#### Problem to solve
Please reproduce the entries that follow, keeping each word intact.

#### Input records
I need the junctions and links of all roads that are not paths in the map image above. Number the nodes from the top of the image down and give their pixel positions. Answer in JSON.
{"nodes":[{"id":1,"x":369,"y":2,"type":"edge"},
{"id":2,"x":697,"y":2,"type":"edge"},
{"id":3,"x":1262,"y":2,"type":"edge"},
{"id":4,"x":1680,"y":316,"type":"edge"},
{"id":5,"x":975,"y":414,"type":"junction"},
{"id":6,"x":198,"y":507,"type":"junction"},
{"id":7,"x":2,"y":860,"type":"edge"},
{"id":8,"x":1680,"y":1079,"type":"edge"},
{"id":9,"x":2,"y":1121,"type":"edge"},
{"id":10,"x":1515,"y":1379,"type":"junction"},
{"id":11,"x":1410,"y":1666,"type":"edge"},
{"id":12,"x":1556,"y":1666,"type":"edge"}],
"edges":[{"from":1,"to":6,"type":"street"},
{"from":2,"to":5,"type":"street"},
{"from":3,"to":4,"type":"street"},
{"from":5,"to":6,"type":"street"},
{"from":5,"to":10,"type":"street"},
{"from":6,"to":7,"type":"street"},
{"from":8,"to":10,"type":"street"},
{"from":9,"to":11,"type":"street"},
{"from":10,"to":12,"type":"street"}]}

#### Task output
I need the junctions and links of all roads that are not paths in the map image above. Number the nodes from the top of the image down and give their pixel positions. Answer in JSON.
{"nodes":[{"id":1,"x":369,"y":2,"type":"edge"},
{"id":2,"x":697,"y":2,"type":"edge"},
{"id":3,"x":1262,"y":2,"type":"edge"},
{"id":4,"x":1680,"y":316,"type":"edge"},
{"id":5,"x":975,"y":414,"type":"junction"},
{"id":6,"x":198,"y":507,"type":"junction"},
{"id":7,"x":2,"y":860,"type":"edge"},
{"id":8,"x":1680,"y":1079,"type":"edge"},
{"id":9,"x":2,"y":1121,"type":"edge"},
{"id":10,"x":1515,"y":1379,"type":"junction"},
{"id":11,"x":1410,"y":1666,"type":"edge"},
{"id":12,"x":1556,"y":1666,"type":"edge"}],
"edges":[{"from":1,"to":6,"type":"street"},
{"from":2,"to":5,"type":"street"},
{"from":3,"to":4,"type":"street"},
{"from":5,"to":6,"type":"street"},
{"from":5,"to":10,"type":"street"},
{"from":6,"to":7,"type":"street"},
{"from":8,"to":10,"type":"street"},
{"from":9,"to":11,"type":"street"},
{"from":10,"to":12,"type":"street"}]}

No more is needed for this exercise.